Live-Bildgebung des Drosophila-Puppenauges mittels Fluoreszenzmikroskopie

Beginnen Sie mit einer transgenen Drosophila-Puppe mit freiliegendem Auge.

Lege die Puppe auf eine Geleeperle in einem hydrierten Papierrahmen, der von einem Geleering umgeben ist.

Das Auge der Puppe enthält GFP-markierte Verbindungsproteine, die die Zellgrenzen im Neuroepithel des sich entwickelnden Auges hervorheben.

Drücken Sie vorsichtig ein Deckglas auf die Puppenauge.

Unter einem Fluoreszenzmikroskop fluoreszieren GFP-markierte Übergänge und zeigen die Organisation des Neuroepithels.

Nehmen Sie Bilder in regelmäßigen Abständen in verschiedenen Tiefen auf und bearbeiten Sie die Bilder, um den Kontrast zu verbessern und das Hintergrundrauschen zu minimieren.
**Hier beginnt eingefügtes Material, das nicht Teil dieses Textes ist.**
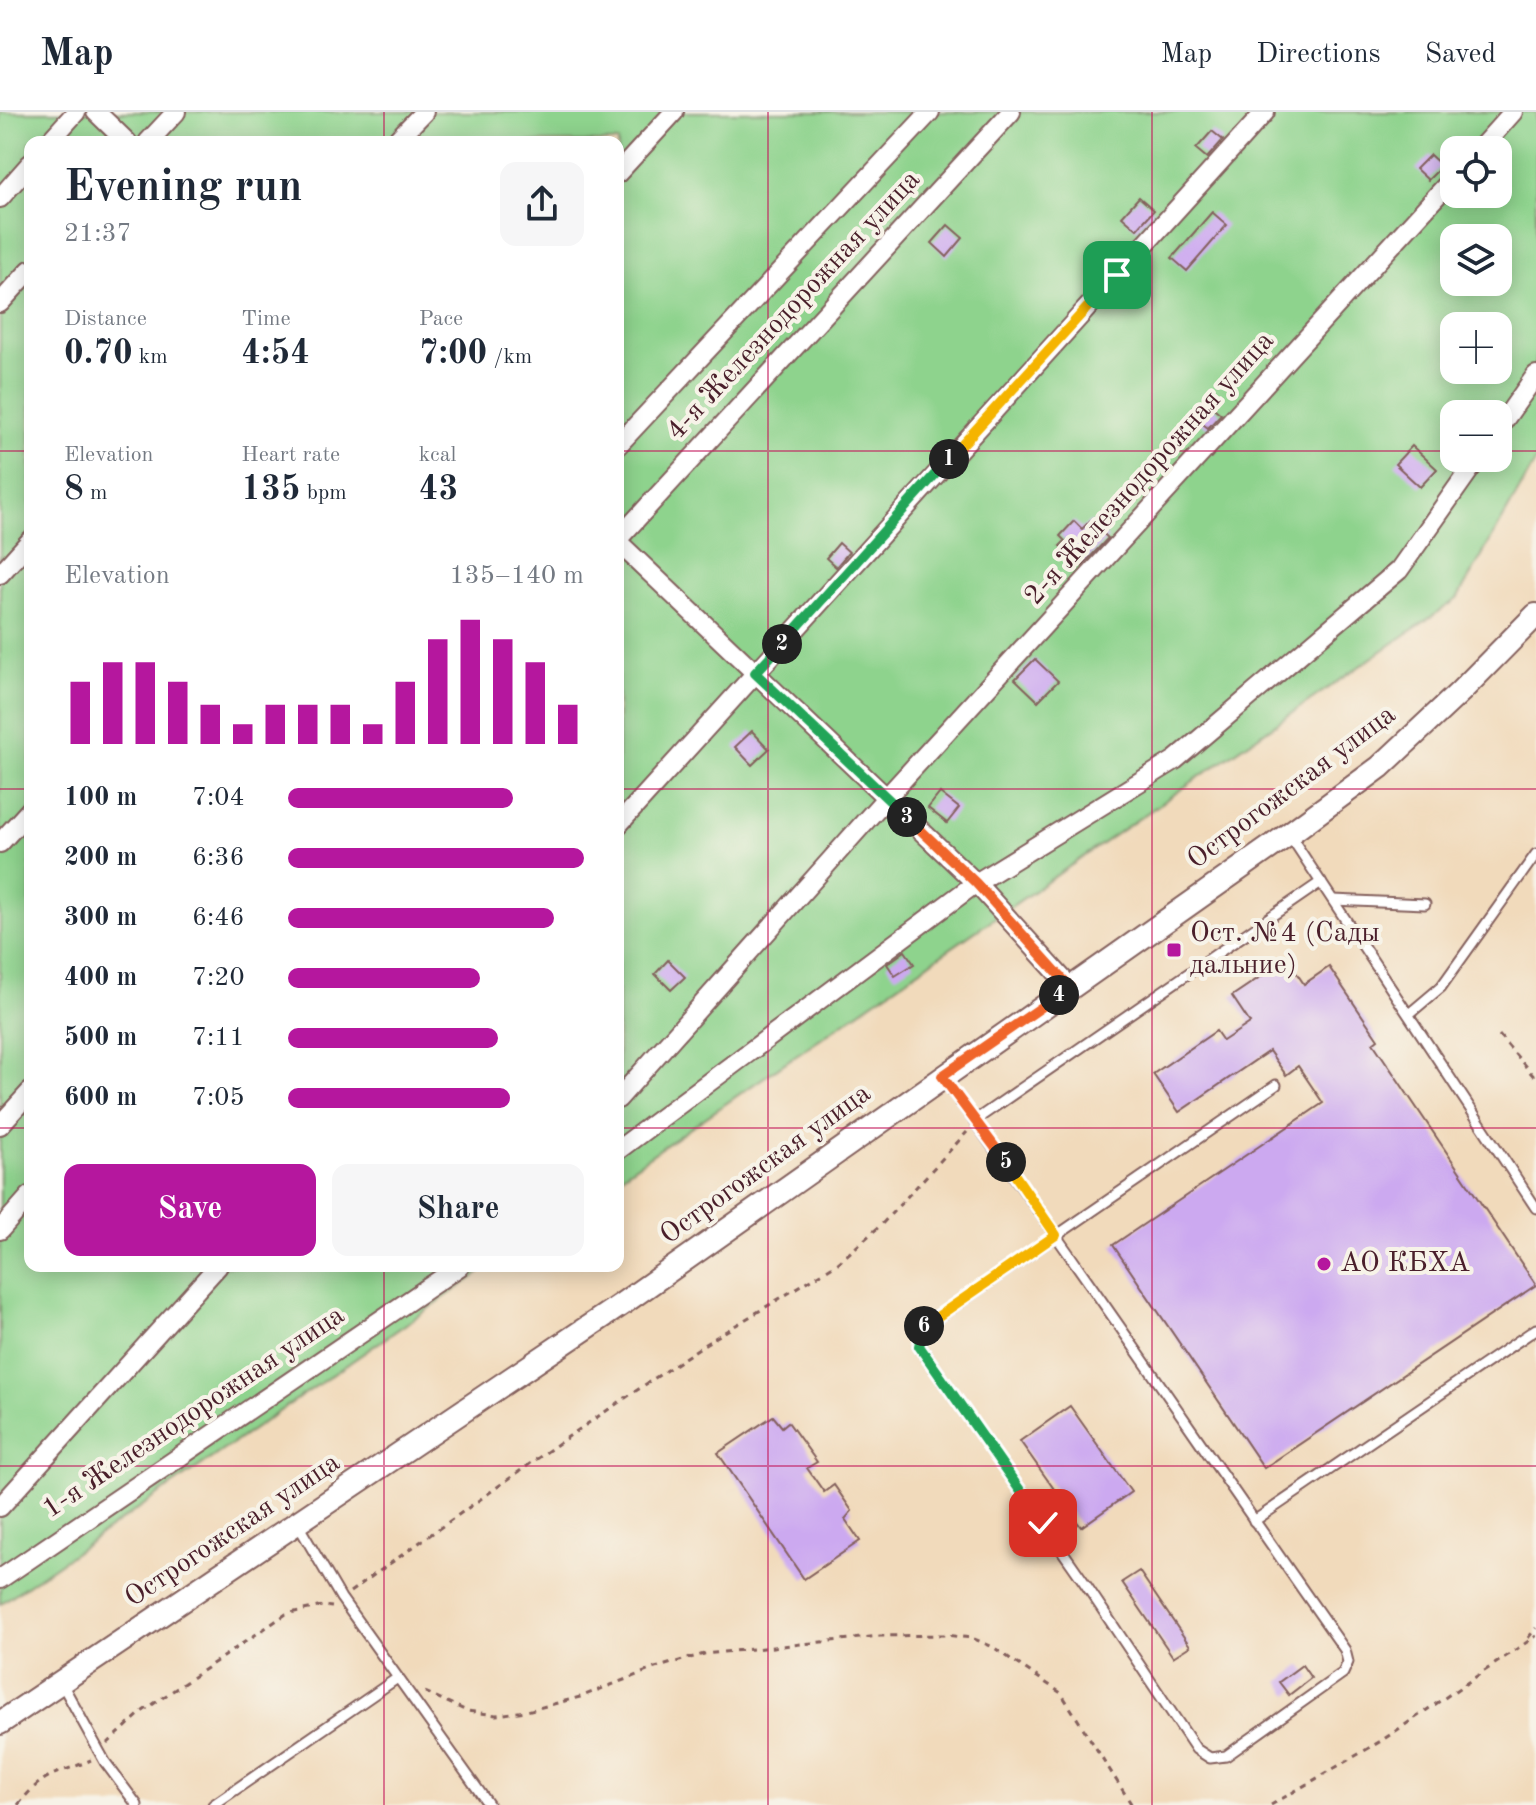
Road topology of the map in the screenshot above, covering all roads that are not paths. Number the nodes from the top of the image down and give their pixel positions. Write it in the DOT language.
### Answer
graph roads {
  1 [pos="76,112"];
  2 [pos="96,112"];
  3 [pos="176,112"];
  4 [pos="424,112"];
  5 [pos="674,112"];
  6 [pos="930,112"];
  7 [pos="1011,112"];
  8 [pos="1265,112"];
  9 [pos="1513,112"];
  10 [pos="54,136"];
  11 [pos="121,136"];
  12 [pos="154,136"];
  13 [pos="401,136"];
  14 [pos="1492,136"];
  15 [pos="624,166"];
  16 [pos="24,171"];
  17 [pos="1440,192"];
  18 [pos="0,198"];
  19 [pos="24,277"];
  20 [pos="0,303"];
  21 [pos="1536,375"];
  22 [pos="1512,409"];
  23 [pos="624,439"];
  24 [pos="1468,472"];
  25 [pos="624,533"];
  26 [pos="624,546"];
  27 [pos="24,548"];
  28 [pos="0,574"];
  29 [pos="1536,615"];
  30 [pos="755,673"];
  31 [pos="886,798"];
  32 [pos="24,817"];
  33 [pos="624,818"];
  34 [pos="1289,834"];
  35 [pos="0,843"];
  36 [pos="1536,854"];
  37 [pos="1321,882"];
  38 [pos="976,883"];
  39 [pos="1333,900"];
  40 [pos="1425,904"];
  41 [pos="1070,987"];
  42 [pos="1409,1014"];
  43 [pos="942,1076"];
  44 [pos="1276,1085"];
  45 [pos="624,1092"];
  46 [pos="24,1099"];
  47 [pos="974,1121"];
  48 [pos="0,1125"];
  49 [pos="624,1146"];
  50 [pos="24,1203"];
  51 [pos="1536,1208"];
  52 [pos="0,1230"];
  53 [pos="1056,1235"];
  54 [pos="213,1272"];
  55 [pos="451,1272"];
  56 [pos="1536,1329"];
  57 [pos="0,1507"];
  58 [pos="1254,1521"];
  59 [pos="297,1523"];
  60 [pos="0,1579"];
  61 [pos="396,1679"];
  62 [pos="61,1682"];
  63 [pos="0,1723"];
  64 [pos="137,1805"];
  65 [pos="213,1805"];
  66 [pos="489,1805"];
  1 -- 10 [label="street"];
  2 -- 11 [label="street"];
  3 -- 12 [label="street"];
  4 -- 13 [label="street"];
  5 -- 15 [label="street"];
  6 -- 23 [label="street"];
  7 -- 25 [label="street, 4-я Железнодорожная улица"];
  8 -- 30 [label="street"];
  9 -- 14 [label="street"];
  16 -- 18 [label="street"];
  17 -- 31 [label="street, 2-я Железнодорожная улица"];
  19 -- 20 [label="street"];
  21 -- 22 [label="street"];
  24 -- 38 [label="street"];
  26 -- 30 [label="street"];
  27 -- 28 [label="street"];
  29 -- 34 [label="street, Острогожская улица"];
  30 -- 31 [label="street"];
  30 -- 33 [label="street"];
  31 -- 38 [label="street"];
  31 -- 45 [label="street, 2-я Железнодорожная улица"];
  32 -- 35 [label="street"];
  34 -- 37 [label="lane"];
  34 -- 41 [label="street, Острогожская улица"];
  36 -- 42 [label="lane"];
  37 -- 39 [label="lane"];
  37 -- 47 [label="lane"];
  38 -- 41 [label="street"];
  38 -- 49 [label="street"];
  39 -- 40 [label="lane"];
  39 -- 42 [label="lane"];
  41 -- 43 [label="street, Острогожская улица"];
  42 -- 51 [label="lane"];
  43 -- 47 [label="lane"];
  43 -- 59 [label="street, Острогожская улица"];
  44 -- 53 [label="lane"];
  46 -- 48 [label="street"];
  47 -- 53 [label="lane"];
  50 -- 52 [label="street"];
  53 -- 58 [label="lane"];
  53 -- 58 [label="lane"];
  54 -- 57 [label="street"];
  55 -- 60 [label="street, 1-я Железнодорожная улица"];
  56 -- 58 [label="lane"];
  59 -- 61 [label="lane"];
  59 -- 62 [label="street, Острогожская улица"];
  61 -- 65 [label="lane"];
  61 -- 66 [label="lane"];
  62 -- 63 [label="street, Острогожская улица"];
  62 -- 64 [label="lane"];
}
Richten Sie diese Bilder in zunehmenden Zeitintervallen aus, um das sich entwickelnde Neuroepithel zu verfolgen.

Zunächst bilden Primärzellen Grenzen um Photorezeptorzellcluster, während Interommatidenzellen oder ICs sich zu einer einzigen Schicht anordnen.

Später differenzieren sich die ICs in Sekundär- und Tertiärzellen in der Nähe von Photorezeptoren.

Schließlich werden überschüssige ICs durch den programmierten Zelltod entfernt, wodurch ein hexagonales Gitter entsteht, das das organisierte Auge strukturiert.

Heben Sie das Operculum vorsichtig mit einer Pinzette an und entfernen Sie es, um den Puppenkopf freizulegen. Reißen Sie dann an der Seite der Puppenhülle entlang, um den Bereich um ein Auge freizulegen. Entferne die Puppe vorsichtig vom Klebeband.

Konstruieren Sie einen kleinen 15 Quadratmillimeter großen Rahmen aus Löschpapier und stanzen Sie ein 5 Millimeter großes Loch in die Mitte. Tauchen Sie den Rahmen in destilliertes Wasser und platzieren Sie ihn in der Mitte eines Objektträgers. Drücken Sie mit einer 30-ml-Spritze einen gleichmäßigen Ring aus Vaseline heraus, der den Rahmen des Löschpapiers umgibt.

Als nächstes gibst du eine kleine Kugel Vaseline direkt auf die Folie. Lege die Puppe vorsichtig auf die Seite und stütze sie mit der Vaselineperle. Lege ein Deckglas auf den Vaseline-Ring, so dass es das Epithel über dem Auge berührt. Komprimieren Sie das Präparat vorsichtig, um das Deckglas gegen die Vaseline zu versiegeln, und erzeugen Sie eine kleine, flache Kontaktfläche zwischen der Pupillen-Augen-Region und dem Deckglas.

Bilden Sie die Puppenpräparation mit einem Fluoreszenzmikroskop ab. Erfassen Sie alle sieben Minuten serielle Schnitte durch die apikale Domäne des Neuroepithels des Auges im Bereich des Adhärensübergangs. Verwenden Sie eine geeignete Dekonvolutionssoftware, um den Hintergrund zu reduzieren und den Kontrast der Serienschnittbilder zu verbessern.

Navigieren Sie für jede Z-Stapel-Datei in der LAS AF-Software zum Werkzeuge-Panel, wählen Sie 3D-Entfaltung aus, und klicken Sie auf Anwenden. Generieren Sie eine maximale Projektion oder ein MP-Bild für jede entfaltete Stapeldatei. Richten Sie jedes MP-Bild aus, um das Verhalten einzelner Zellen hervorzuheben und Ablenkungen durch das Wachstum von Organismen zu reduzieren, indem Sie die integrierten Algorithmen in Photoshop CS5 verwenden.

Öffnen Sie auf der Registerkarte Datei des Hauptmenüs Skripts und wählen Sie Dateien in Stack laden aus. Importieren Sie als Nächstes die MP-Bilddateien in das Bedienfeld "Layer laden". Stellen Sie sicher, dass die Option "Versuch, Quellbilder automatisch auszurichten" nicht aktiviert ist, da sonst die Bilddaten verzerrt werden können. Nachdem alle MP-Dateien in den Ebenenbereich geladen wurden, überprüfen Sie, ob alle Bilder in chronologischer Reihenfolge vorliegen und dass sich der früheste Zeitpunkt oben im Ebenenstapel befindet. Ziehen Sie sie bei Bedarf per Drag & Drop, bis sie korrekt angeordnet sind.

Wählen Sie dann "Ebenen automatisch ausrichten" aus. Wählen Sie Neu positionieren und klicken Sie auf OK.